4.2.3. Transport flows
With the modeling exposed, and in particular with eq. (22), it is also possible to establish the flows in the different sections of the system to estimate potential expansion requirements of the transport capacity in the network sections. As an example, Fig. 6 shows the flow between the Atlantic Coast and an inland region of the country (Ballena → Barrancabermeja), and between the Pacific Coast and another inland region of Colombia (Buenaventura → Cali). In the first case, the bidirectional flow is evident as a result of the entry of new import sources in the years 2023 and 2026. In the second case, there is a progressive import through this port until the saturation of the transport capacity in the decade of the 2030s occurs, and its expansion towards the year 2035.
5. Conclusions
The work carried out considers a methodology to simulate a minimum cost, stable and long term operation of a natural gas system. The model used to simulate a natural gas transport network is comprised as a system of nodes that represent the supply sources and the consumption centers, interconnected through transport lines.
The mathematical formulation to characterize such an operation, which originally includes non-linear relationships between its variables, was transformed into a linear and matrix structure that allows its easy resolution, reducing computing execution times and allowing the use of common optimization software available to the general public.

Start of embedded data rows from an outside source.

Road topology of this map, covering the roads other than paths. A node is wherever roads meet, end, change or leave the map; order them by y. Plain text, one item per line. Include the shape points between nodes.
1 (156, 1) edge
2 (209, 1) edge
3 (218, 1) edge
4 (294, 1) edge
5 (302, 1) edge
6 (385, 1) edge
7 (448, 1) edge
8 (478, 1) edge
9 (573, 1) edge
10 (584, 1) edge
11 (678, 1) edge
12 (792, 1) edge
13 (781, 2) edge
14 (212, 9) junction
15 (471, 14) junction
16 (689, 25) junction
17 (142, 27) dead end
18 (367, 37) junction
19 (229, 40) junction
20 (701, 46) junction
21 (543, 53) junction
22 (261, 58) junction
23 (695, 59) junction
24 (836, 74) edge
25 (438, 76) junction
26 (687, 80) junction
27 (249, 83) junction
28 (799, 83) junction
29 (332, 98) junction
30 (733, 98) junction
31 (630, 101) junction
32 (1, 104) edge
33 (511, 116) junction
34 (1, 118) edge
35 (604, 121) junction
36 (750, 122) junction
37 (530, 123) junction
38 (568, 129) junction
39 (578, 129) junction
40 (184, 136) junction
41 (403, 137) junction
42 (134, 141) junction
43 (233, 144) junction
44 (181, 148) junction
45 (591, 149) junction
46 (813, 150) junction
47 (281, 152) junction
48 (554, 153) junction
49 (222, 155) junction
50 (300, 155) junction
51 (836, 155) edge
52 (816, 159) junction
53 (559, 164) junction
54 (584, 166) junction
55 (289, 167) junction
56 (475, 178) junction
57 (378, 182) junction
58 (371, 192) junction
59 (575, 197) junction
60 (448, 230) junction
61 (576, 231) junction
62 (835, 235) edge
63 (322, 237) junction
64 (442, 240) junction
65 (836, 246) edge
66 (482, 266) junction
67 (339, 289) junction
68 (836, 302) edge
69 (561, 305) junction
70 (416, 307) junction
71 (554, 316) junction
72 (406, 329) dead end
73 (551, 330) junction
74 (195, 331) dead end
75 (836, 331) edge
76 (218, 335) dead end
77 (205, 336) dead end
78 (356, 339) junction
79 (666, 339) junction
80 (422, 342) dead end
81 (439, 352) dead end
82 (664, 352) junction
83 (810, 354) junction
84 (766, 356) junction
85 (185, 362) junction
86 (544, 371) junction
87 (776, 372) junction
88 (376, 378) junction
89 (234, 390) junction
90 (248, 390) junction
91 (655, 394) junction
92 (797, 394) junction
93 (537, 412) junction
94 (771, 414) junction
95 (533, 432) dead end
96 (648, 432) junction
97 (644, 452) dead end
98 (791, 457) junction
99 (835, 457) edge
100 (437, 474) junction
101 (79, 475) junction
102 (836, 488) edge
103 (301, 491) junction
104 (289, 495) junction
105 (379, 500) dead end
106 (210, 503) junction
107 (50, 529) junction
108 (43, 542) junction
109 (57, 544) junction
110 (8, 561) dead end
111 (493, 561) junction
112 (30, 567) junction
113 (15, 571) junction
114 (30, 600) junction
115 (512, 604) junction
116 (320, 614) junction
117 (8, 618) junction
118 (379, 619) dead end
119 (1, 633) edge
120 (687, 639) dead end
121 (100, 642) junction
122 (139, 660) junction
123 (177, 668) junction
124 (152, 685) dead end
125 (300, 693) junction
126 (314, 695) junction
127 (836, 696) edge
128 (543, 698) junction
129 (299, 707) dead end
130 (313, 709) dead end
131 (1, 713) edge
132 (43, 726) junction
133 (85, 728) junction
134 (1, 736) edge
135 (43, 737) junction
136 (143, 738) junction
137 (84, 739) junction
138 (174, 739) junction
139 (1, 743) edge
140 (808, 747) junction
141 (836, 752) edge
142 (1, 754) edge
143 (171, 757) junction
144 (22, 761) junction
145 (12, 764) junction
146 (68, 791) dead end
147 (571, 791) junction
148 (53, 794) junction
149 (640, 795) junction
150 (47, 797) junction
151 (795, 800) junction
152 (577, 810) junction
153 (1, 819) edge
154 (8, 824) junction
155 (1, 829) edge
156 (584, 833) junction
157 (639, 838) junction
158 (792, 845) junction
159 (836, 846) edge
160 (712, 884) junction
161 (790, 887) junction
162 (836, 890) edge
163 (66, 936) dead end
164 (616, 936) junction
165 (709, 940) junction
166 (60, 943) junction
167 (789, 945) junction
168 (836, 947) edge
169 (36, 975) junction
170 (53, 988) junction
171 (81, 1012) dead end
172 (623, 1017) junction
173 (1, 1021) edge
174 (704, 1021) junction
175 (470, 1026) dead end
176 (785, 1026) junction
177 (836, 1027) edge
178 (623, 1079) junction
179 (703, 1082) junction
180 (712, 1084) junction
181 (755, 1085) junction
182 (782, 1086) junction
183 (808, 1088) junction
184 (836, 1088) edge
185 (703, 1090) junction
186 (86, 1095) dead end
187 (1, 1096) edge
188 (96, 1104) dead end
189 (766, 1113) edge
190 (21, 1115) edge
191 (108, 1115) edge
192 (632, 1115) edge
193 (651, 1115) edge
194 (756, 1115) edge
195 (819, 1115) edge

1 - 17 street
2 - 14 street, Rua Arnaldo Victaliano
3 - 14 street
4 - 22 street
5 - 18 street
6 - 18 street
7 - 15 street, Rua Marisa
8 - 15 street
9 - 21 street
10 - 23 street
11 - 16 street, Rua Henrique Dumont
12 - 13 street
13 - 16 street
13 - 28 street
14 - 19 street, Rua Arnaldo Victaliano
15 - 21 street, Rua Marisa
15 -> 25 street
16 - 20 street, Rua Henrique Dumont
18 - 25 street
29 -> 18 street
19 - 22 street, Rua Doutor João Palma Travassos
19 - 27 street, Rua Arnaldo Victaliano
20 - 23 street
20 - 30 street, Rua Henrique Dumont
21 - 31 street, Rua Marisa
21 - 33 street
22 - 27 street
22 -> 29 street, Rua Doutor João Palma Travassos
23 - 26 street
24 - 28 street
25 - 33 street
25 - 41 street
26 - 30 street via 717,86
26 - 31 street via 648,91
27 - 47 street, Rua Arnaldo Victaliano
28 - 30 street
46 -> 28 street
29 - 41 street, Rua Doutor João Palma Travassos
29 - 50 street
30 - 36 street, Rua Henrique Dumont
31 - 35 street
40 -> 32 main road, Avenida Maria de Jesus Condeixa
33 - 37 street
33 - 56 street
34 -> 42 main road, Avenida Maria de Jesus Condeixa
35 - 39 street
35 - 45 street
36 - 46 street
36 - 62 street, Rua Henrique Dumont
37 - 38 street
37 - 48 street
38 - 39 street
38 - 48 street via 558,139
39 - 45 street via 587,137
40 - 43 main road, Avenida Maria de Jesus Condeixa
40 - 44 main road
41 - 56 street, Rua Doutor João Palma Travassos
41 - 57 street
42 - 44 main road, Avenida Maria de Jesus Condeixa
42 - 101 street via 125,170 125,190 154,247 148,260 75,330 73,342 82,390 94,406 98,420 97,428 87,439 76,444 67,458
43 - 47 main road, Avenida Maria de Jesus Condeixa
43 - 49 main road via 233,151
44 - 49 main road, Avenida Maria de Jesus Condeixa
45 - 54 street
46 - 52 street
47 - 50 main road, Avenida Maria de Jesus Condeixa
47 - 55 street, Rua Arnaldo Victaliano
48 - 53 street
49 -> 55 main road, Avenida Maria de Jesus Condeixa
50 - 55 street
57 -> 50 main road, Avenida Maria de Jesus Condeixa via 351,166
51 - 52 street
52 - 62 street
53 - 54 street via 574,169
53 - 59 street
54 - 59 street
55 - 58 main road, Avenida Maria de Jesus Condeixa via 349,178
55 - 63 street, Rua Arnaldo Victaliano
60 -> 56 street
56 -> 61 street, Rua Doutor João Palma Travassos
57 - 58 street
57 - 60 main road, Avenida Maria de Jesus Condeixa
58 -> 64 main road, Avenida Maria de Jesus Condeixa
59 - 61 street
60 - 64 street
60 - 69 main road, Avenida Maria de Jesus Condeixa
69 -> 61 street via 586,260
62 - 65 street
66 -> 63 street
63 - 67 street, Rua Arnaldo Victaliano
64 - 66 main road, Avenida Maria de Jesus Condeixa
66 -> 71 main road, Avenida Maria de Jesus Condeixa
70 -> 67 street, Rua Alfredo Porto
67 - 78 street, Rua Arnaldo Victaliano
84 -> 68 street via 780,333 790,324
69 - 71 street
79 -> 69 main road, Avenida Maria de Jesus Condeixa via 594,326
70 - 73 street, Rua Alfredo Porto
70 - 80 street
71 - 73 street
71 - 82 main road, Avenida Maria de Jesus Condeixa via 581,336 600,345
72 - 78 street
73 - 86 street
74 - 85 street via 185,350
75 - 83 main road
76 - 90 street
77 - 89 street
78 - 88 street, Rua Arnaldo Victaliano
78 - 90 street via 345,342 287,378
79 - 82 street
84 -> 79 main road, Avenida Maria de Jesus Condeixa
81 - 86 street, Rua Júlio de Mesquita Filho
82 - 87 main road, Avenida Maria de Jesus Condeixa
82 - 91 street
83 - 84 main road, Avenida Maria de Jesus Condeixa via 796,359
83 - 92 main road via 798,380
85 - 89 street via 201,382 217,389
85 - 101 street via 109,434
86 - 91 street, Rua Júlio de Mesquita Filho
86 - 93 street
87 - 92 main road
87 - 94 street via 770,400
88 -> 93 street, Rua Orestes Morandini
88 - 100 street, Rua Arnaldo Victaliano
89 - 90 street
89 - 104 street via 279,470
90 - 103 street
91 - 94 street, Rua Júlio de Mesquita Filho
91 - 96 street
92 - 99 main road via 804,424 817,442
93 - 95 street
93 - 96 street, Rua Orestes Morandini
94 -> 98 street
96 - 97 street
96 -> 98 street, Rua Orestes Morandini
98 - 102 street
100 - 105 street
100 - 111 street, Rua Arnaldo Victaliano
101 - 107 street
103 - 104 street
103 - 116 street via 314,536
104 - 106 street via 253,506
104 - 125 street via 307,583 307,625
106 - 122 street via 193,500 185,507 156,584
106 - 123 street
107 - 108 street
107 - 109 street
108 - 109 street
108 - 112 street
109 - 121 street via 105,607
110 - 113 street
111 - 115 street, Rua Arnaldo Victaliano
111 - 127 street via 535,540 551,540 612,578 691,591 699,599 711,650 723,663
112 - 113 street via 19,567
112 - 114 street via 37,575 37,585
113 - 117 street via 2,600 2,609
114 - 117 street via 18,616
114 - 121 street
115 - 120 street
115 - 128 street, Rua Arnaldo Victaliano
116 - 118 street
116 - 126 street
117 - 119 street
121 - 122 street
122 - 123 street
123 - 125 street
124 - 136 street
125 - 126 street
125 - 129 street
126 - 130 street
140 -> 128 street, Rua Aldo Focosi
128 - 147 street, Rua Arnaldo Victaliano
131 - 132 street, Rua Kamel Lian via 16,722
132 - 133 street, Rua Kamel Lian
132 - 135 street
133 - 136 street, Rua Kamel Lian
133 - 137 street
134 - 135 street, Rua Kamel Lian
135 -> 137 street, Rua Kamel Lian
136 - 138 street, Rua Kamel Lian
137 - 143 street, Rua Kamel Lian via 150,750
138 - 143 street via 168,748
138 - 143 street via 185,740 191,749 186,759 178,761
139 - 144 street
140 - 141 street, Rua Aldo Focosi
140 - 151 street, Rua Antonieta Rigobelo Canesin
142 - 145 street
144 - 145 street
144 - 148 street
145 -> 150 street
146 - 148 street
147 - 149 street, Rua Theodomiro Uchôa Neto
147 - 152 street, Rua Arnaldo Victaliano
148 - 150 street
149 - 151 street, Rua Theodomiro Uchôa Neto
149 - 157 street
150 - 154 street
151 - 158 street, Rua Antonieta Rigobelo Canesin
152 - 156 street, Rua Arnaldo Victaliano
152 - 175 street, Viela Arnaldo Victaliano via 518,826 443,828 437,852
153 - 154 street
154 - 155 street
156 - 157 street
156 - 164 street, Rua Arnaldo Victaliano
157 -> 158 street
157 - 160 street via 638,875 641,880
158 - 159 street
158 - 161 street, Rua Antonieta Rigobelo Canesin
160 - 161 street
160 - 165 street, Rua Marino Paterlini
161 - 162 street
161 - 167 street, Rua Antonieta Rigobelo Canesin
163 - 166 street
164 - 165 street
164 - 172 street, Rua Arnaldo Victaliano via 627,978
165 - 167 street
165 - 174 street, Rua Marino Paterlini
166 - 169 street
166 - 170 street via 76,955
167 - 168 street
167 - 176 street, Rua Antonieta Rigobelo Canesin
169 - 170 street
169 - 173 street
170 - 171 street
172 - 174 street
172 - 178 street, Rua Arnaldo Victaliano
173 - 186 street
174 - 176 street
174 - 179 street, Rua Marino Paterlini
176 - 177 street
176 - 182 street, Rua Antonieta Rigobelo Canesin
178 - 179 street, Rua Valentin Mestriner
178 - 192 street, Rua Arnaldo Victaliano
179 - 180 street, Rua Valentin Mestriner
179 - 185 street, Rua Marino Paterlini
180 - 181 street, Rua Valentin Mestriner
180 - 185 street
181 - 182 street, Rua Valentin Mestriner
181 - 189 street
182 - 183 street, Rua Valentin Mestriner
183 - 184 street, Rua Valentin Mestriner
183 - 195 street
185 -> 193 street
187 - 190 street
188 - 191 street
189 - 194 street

The methodology proposed in this work has the potential to be applied in other energy systems.
The approach applied in this study had the purpose of: i)- estimate the final costs and tariffs on the end user; ii)- establish the production of each source, the flows in the transport lines, as well as the demand supplied and not supplied in each of its nodes; iii)- using complementary algorithms, to determine the route followed by the gas through the system, as well as the effects of changes in the capacities of the elements of the system.
The results achieved in this work with the methodology detailed constitute reliable and relevant information for the analysis of energy systems (infrastructure construction needs, reliability in the provision of the service, user fees, optimization possibilities, among others), as well as for public policy makers to make investment decisions. From this work, new complementary models are being developed to assess the reliability of these energy systems, project competitive prices for national sources regarding import prices and others aiming at having new tools for planning natural gas and energy systems, in general.
Even in spite of the political difficulties that the energy interconnectivity with Venezuela is currently occurring, within the planning agenda of the next few years, the possibility of developing energy markets (electric and hydrocarbons) common among the Andean nations has been considered. Concerning this point, joint modeling of their networks would be necessary, as well as the verification of the convenience from an operational, reliability and economic points of view [15].